Phenotypic variation and correlations among traits under P treatments
Data for all nine traits were normally distributed across the three P treatments (Fig. S1). Under low P condition, Zhongmai 895 showed higher RL, RV, ROSA, RDW, TDW and RRS, but lower RD, RTN, and SDW than Yangmai 16. Except for RD and RRS in the high P treatment, Yangmai 16 had higher RL, RV, RTN, ROSA, SDW, RDW and TDW than Zhongmai 895 (Fig. S2).
Phenotypic variances among the DH lines were significant (P <0.0001). Transgressive segregations across P treatments were observed for most of traits (Fig. S2; Table 1). The average values of the DH lines for RL, RV, RTN, and RRS were higher than parents in the low P treatment, indicating positive effects for root vigor from both parents (Fig. 1,S2).
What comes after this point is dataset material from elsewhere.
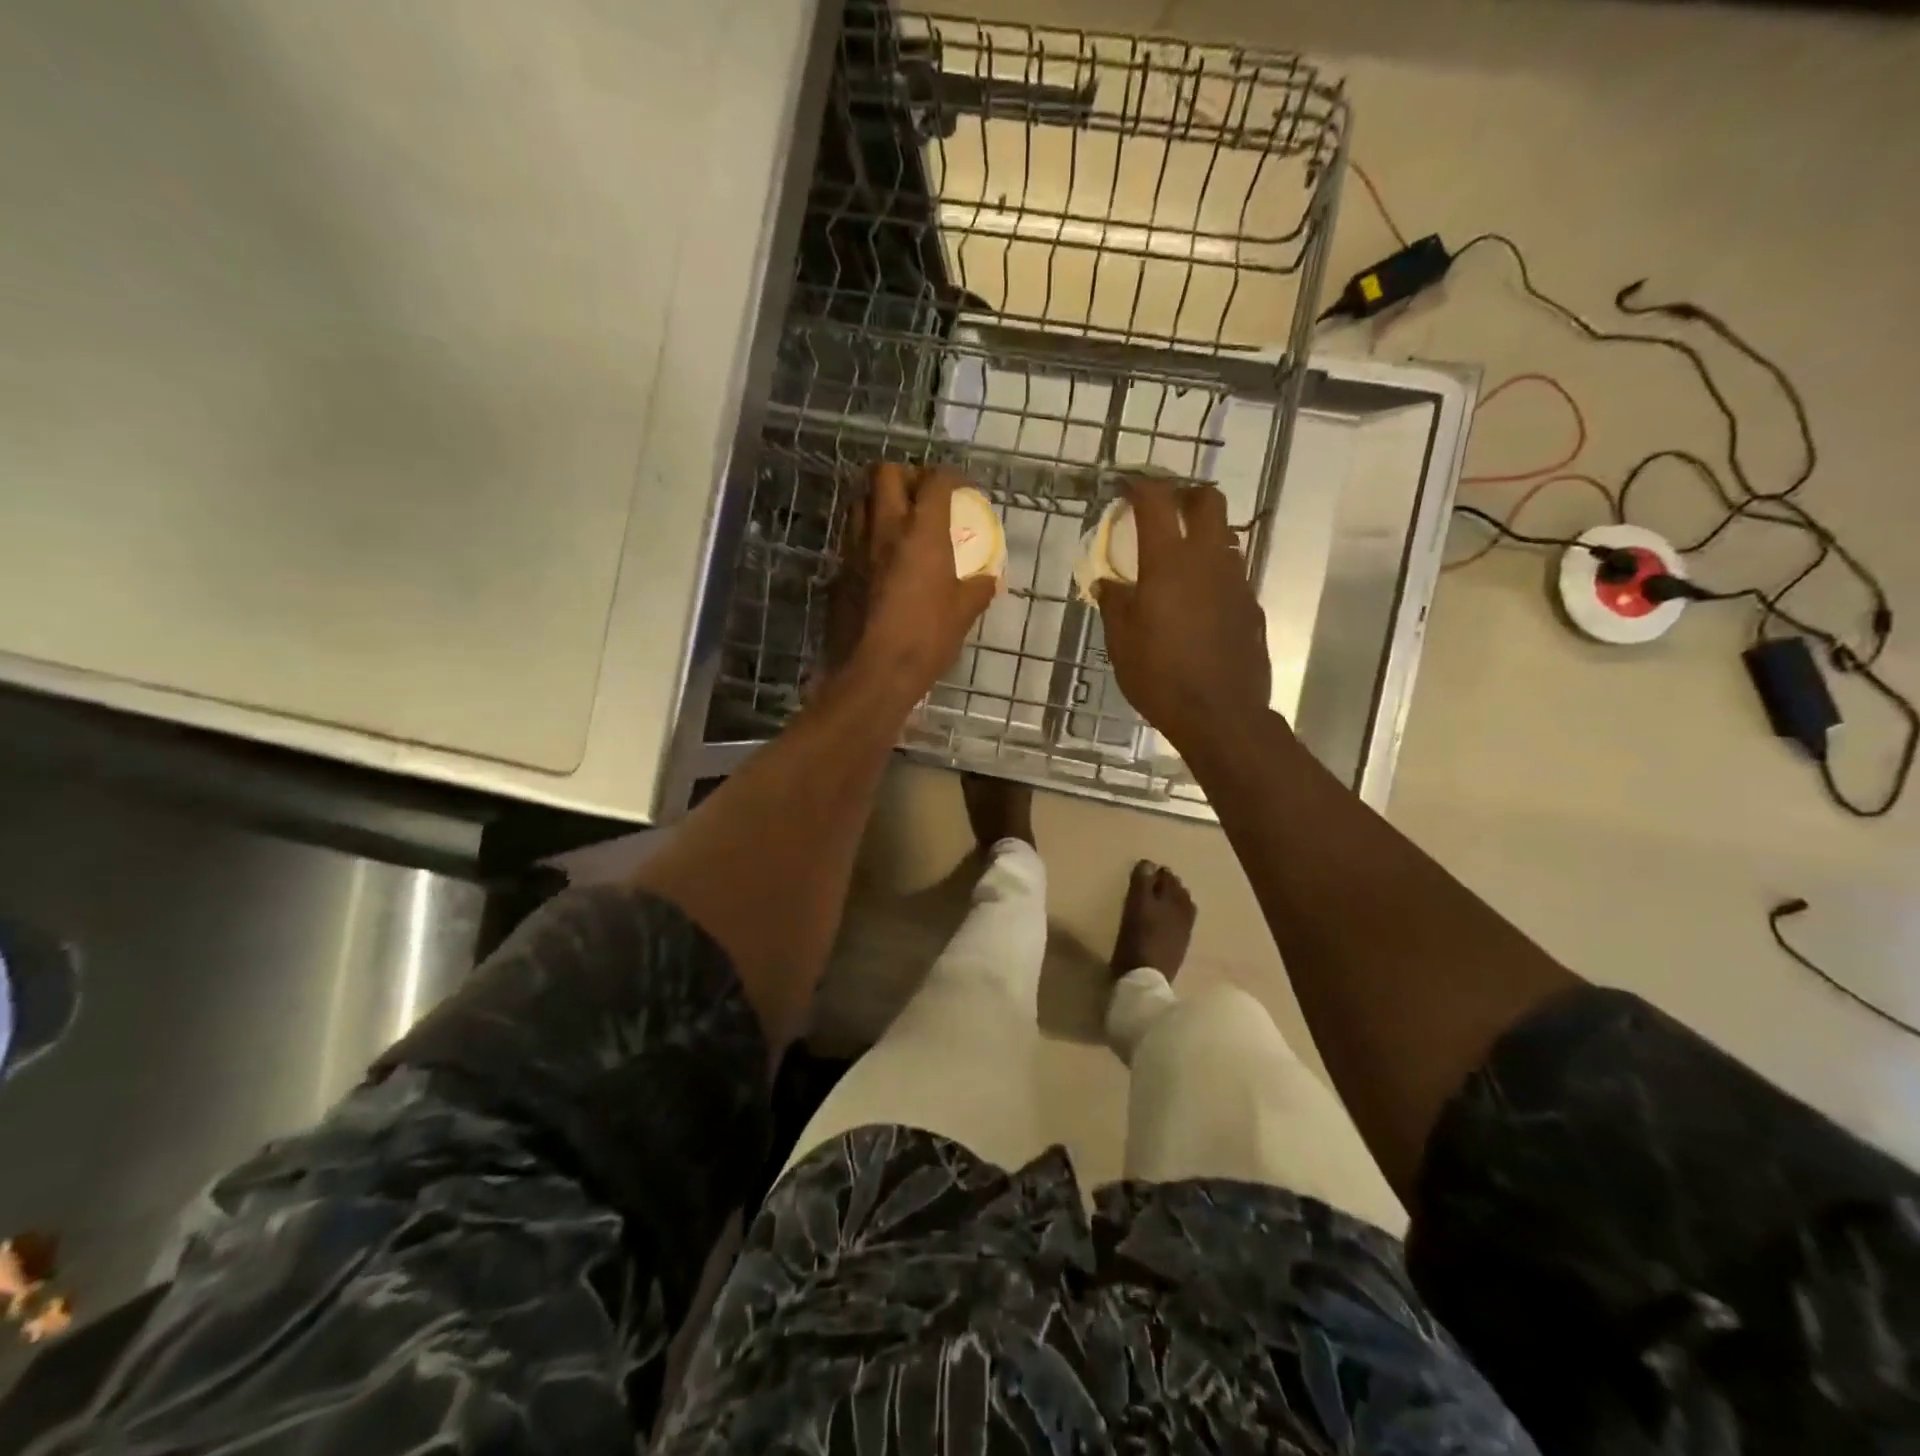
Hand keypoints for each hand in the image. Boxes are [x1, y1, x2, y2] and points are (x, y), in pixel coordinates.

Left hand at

Broad-sense heritabilities of nine traits were ranged from 0.76 to 0.91 (Table 1).
RSA and RBT traits were correlated significantly (r = 0.59 to 0.98 at all three P levels). However, RD was negatively correlated with RL, RTN and ROSA (r = –0.23 to –0.69) (Fig. 2).
QTLs for root system architecture traits
Nineteen QTLs from the three P treatments were identified for RSA traits RL, RV, RTN and ROSA on chromosomes 1BL, 2BL, 2DL, 3DL, 4BS, 6AL, 6BL (2), 6DS, 7AS (5), 7AL (3) and 7BL (2) (Table 2). Among them 6 QTLs were detected for the zero control, and 7 in the low and 6 in the high P treatments with the phenotypic variances explained of 45.1, 48.0, 53.7%, respectively. Seventeen QTLs on chromosomes 2BL, 2DL, 3DL (2), 4BS (3), 6AL, 6BL (3), 6DS (2), 7AS (2), 7AL (2) conferred positive additive effects contributed by Zhongmai 895 (Table 2). In the low P treatment, three QTLs were identified for each of RL and RTN, explaining 20.7% and 21.7% of phenotypic variances, respectively. RL and RTN were co-located on chromosomes 6BL, 7AL and 7BL. In addition, Zhongmai 895 possessed positive alleles on 6BL and 7AL for increased phenotypic values (Table 2).
QTLs for root biomass-related traits
Fifteen QTLs for RBT traits were identified on chromosomes 3AS (3), 3DL, 4BS (5), 4DS (4), 6BL and 6DS (Table 2). Two, 4 and 9 QTLs were identified in the zero, low and high P treatments, and explained 34.0, 42.8 and 67.6% of the phenotypic variances, respectively. A stable QTL (QRDW.caas–4BS) was identified under both low and high P conditions, explaining 8.1 to 17.7% of the phenotypic variances for RDW. A pleiotropic QTL on chromosome 4DS in interval AX–109816583 - AX–109478820 (16.64 - 30.66 Mb) detected in the low P treatment for RDW co-located with 3 QTLs in all three P treatments for RRS explained 7.1 to 20.4% of the phenotypic variances (Table 2).
QTL clusters
Fifteen QTLs in seven clusters (C1 to C7) for different traits in all three P treatments were identified in the same or close marker intervals (Fig. 3). QTL clusters were located on 3DL, 4BS, 4DS, 6BL, 7AS, 7AL and 7BS chromosomes, respectively. Of these, C1 was on 3DL for SDW and RTN under high P treatment. C2 for RV and RRS on 4BS was detected in a 0.31 Mb interval between SNPs AX–109491270 (21.79 Mb) and AX–108815849 (21.42 Mb). C3 on 4DS comprised QTLs for RDW and RRS. QTL in clusters on 4B (16.64 - 30.66 Mb) and 4D (32.42 - 37.86 Mb) were at or very near to reduced plant height gene loci Rht-B1 (30.8Mb) and Rht-D1 (18.9Mb), respectively. C4, C6 and C7 involved the same traits (RL and RTN) on chromosomes 6BL, 7AL and 7BL. Joint QTL analysis reveal that, QTLs presented in four clusters. i.e. C3 (RDW and RRS), C4 (RL and RTN), C5 (RL, RTN, ROSA) and C7 (RL and RTN) were identified as pleiotropic QTL under different P levels (Fig. 3). C5 on 7AS (AX–109955164-AX–109445593) affected RL, RTN and ROSA, with the favorable allele contributed by Zhongmai 895 (Fig. 3).